*Exercise:* In the records that follow, find each line with the word "لطفعلی" and copy it.

*Stored data:*
<<<<

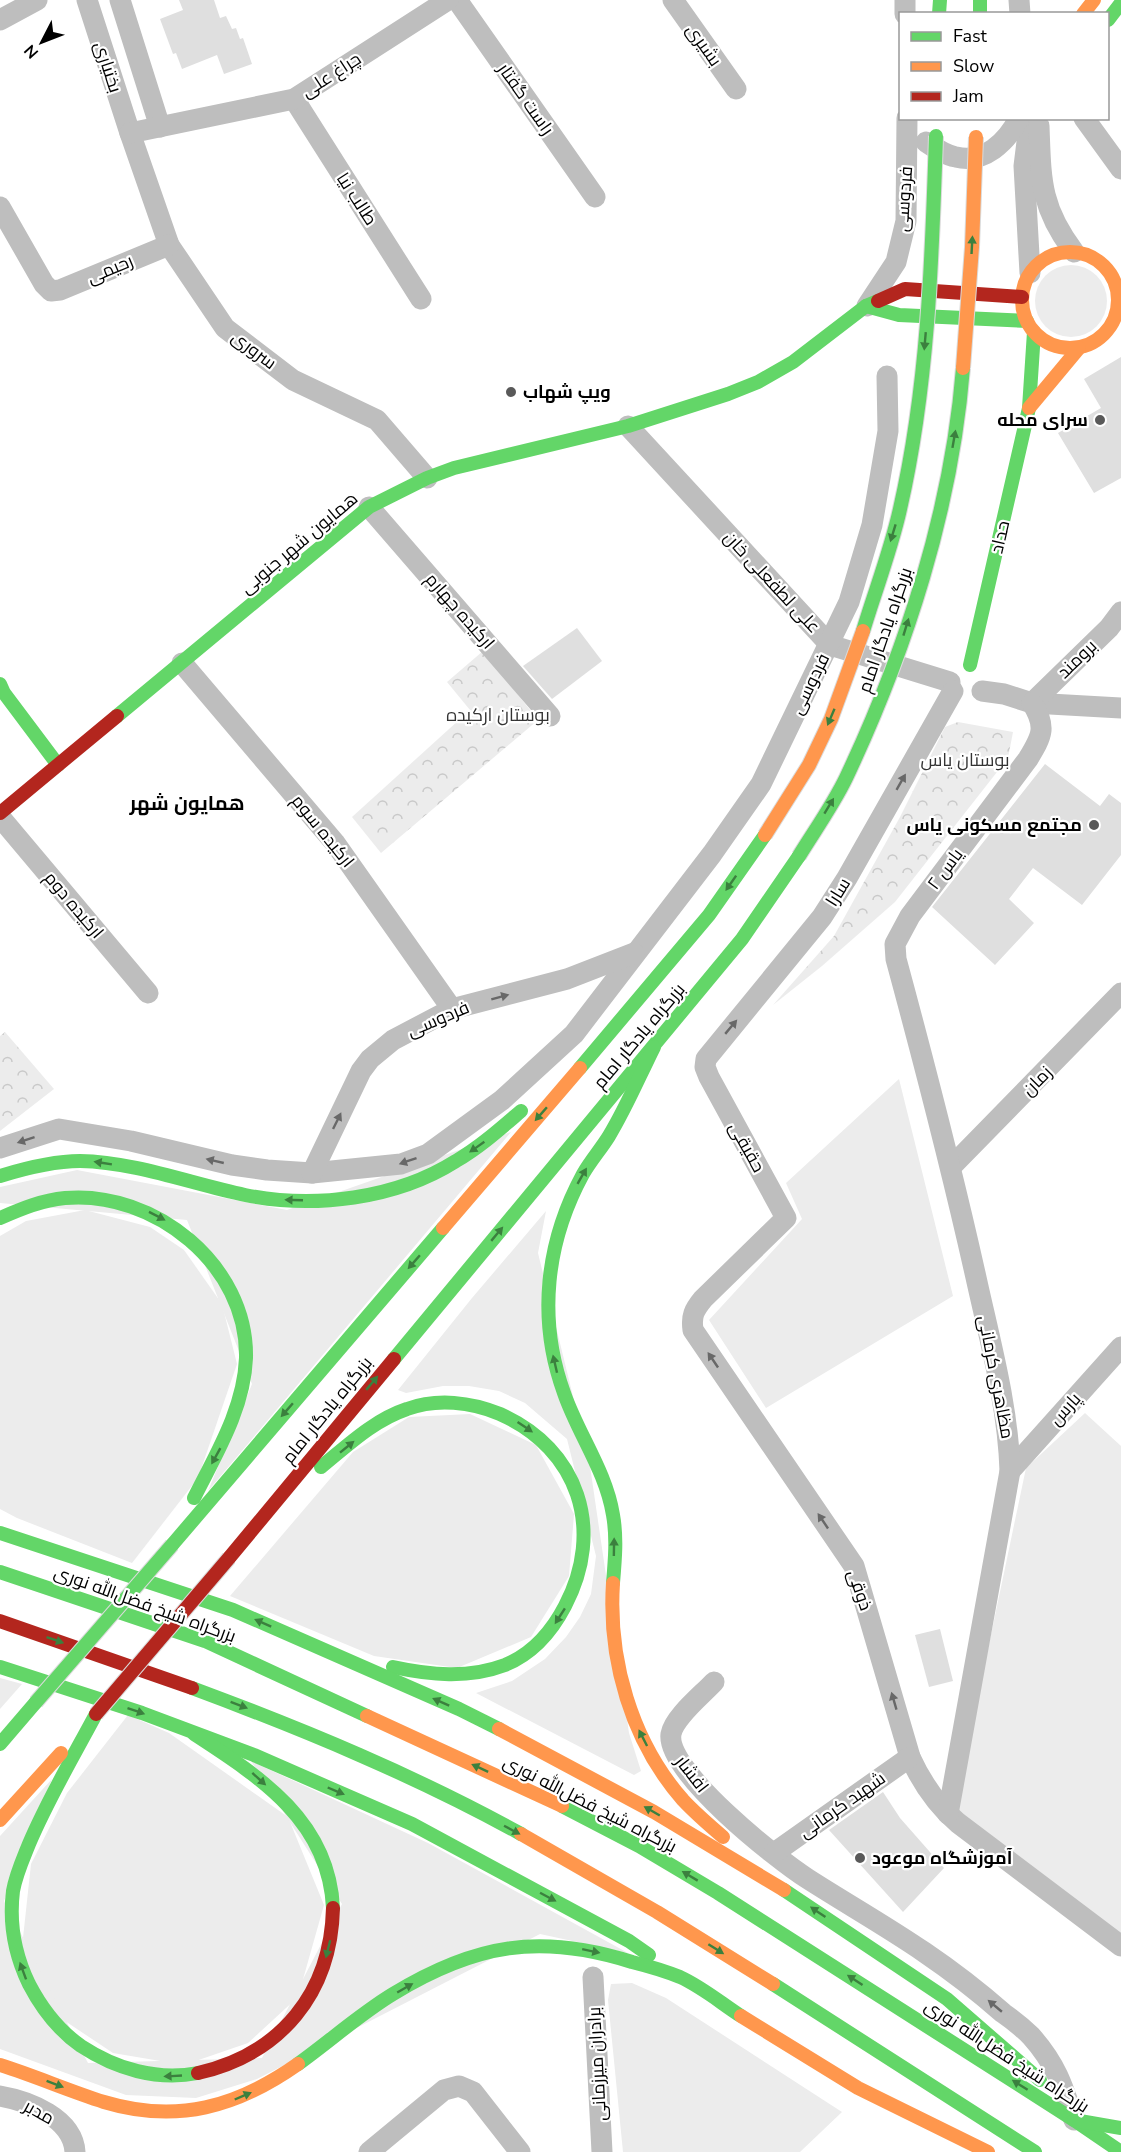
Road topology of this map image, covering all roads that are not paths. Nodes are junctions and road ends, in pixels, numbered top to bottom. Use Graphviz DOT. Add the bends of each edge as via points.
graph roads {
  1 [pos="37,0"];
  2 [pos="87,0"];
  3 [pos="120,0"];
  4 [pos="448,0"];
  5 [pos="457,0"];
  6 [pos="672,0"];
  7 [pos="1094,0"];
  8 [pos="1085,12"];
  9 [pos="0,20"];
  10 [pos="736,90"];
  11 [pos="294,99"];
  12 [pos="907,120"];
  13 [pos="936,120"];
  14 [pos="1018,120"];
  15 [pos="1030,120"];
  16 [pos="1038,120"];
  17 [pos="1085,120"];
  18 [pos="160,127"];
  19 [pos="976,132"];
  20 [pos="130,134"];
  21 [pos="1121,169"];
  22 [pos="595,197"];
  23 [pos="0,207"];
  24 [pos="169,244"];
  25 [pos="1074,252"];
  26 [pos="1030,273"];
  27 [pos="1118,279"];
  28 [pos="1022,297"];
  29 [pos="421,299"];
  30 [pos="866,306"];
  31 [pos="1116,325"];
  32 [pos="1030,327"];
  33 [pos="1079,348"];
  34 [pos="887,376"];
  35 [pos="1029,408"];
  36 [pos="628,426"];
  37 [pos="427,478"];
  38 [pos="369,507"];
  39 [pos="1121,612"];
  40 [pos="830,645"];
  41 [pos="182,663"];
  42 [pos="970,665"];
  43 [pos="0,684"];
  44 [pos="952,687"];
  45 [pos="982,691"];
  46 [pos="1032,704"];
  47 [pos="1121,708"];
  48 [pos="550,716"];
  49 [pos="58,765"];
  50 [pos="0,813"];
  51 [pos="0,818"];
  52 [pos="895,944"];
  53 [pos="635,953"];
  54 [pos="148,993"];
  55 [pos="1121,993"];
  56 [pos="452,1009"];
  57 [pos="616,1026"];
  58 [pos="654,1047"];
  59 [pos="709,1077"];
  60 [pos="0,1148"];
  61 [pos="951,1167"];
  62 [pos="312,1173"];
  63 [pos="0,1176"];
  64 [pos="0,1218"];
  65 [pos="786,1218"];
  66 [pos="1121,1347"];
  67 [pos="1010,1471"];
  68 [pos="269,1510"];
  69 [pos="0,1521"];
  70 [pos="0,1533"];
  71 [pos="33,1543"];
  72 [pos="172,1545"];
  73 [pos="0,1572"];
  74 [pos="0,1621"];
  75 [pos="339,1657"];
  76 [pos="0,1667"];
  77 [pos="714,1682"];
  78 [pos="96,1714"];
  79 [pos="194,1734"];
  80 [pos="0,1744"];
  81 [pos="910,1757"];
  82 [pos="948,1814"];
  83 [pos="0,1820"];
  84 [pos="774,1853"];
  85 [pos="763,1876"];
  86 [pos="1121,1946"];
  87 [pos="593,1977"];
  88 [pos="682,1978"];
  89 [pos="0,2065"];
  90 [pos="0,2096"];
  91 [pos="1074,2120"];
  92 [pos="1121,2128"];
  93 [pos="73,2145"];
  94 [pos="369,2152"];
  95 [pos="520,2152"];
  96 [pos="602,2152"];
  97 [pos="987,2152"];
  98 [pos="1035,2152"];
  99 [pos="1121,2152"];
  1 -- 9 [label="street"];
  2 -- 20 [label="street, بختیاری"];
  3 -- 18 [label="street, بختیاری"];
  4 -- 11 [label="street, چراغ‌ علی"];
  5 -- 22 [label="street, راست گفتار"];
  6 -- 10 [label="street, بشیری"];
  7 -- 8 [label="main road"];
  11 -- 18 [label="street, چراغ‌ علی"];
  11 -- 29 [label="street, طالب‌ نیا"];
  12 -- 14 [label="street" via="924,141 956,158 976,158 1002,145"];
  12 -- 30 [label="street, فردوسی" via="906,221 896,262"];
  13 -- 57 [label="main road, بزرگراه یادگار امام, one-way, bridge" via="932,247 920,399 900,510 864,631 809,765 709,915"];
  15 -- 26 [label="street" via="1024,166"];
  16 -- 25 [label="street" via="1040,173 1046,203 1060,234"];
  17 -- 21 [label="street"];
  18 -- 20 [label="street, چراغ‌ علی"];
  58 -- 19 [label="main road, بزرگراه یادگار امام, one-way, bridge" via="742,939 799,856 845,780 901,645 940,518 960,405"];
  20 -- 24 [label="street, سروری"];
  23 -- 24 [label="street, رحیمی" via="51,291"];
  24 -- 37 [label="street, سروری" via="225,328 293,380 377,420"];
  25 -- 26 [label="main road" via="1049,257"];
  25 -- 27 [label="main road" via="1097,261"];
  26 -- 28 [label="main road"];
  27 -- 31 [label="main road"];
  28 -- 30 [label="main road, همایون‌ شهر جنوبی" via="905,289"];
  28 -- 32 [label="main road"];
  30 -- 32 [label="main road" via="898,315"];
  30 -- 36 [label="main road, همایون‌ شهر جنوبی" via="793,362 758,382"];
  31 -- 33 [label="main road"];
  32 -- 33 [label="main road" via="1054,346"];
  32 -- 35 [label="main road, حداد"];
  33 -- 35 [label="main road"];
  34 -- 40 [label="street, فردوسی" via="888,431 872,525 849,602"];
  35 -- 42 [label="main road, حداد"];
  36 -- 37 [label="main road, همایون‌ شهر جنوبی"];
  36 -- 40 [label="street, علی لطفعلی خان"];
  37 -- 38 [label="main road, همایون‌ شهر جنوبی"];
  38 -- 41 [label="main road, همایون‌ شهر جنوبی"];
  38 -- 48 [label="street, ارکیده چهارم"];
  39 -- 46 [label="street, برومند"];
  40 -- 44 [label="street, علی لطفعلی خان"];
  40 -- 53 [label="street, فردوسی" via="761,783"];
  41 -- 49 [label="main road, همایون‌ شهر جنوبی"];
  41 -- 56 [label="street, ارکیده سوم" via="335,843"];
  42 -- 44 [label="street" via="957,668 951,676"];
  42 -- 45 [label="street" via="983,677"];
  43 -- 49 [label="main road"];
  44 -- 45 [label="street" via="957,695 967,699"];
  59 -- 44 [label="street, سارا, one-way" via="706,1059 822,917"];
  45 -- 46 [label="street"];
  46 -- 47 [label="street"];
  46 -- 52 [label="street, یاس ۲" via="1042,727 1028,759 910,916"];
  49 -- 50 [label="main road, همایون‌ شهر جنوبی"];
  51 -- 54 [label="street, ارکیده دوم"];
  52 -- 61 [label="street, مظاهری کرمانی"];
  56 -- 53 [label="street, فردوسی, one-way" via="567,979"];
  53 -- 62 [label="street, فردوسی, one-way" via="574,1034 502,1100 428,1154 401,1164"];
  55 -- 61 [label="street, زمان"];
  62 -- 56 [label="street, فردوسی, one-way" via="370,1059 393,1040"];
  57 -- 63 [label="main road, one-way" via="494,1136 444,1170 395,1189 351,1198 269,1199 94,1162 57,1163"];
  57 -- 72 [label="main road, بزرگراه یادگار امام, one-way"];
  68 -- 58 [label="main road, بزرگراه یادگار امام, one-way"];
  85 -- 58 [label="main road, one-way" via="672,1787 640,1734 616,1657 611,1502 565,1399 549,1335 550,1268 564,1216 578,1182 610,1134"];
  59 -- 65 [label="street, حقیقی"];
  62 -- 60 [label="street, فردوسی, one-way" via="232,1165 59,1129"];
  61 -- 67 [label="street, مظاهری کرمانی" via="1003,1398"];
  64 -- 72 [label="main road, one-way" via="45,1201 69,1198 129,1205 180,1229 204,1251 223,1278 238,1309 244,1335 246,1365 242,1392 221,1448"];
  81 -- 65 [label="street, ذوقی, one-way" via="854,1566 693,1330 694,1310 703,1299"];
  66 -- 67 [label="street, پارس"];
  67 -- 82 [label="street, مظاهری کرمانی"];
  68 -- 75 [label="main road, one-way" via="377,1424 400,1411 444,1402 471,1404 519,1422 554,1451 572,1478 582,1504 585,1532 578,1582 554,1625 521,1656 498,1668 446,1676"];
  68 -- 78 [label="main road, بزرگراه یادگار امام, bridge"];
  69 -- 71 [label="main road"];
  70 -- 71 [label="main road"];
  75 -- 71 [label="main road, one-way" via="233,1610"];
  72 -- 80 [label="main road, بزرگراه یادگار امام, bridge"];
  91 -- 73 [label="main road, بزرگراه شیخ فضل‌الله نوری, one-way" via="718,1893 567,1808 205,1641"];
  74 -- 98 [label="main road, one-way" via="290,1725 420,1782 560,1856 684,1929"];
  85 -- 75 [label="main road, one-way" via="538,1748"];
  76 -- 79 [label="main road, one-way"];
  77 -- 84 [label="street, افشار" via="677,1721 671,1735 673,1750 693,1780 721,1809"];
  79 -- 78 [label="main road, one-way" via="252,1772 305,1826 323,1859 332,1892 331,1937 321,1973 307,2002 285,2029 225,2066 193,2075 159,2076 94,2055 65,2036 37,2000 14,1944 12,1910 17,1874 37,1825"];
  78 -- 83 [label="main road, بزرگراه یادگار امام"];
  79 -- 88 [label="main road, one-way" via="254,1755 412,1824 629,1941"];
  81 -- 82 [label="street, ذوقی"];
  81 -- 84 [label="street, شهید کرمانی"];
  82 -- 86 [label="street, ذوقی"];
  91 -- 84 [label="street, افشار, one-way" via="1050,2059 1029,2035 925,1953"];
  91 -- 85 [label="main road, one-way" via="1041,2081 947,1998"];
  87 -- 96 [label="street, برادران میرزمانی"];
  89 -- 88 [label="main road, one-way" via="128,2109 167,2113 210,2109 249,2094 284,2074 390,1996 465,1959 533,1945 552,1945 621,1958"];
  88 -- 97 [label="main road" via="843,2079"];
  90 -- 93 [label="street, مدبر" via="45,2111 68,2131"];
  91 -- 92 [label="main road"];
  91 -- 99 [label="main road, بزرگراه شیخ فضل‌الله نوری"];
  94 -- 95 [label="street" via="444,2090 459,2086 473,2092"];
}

>>>>

*Reply:*
  36 -- 40 [label="street, علی لطفعلی خان"];
  40 -- 44 [label="street, علی لطفعلی خان"];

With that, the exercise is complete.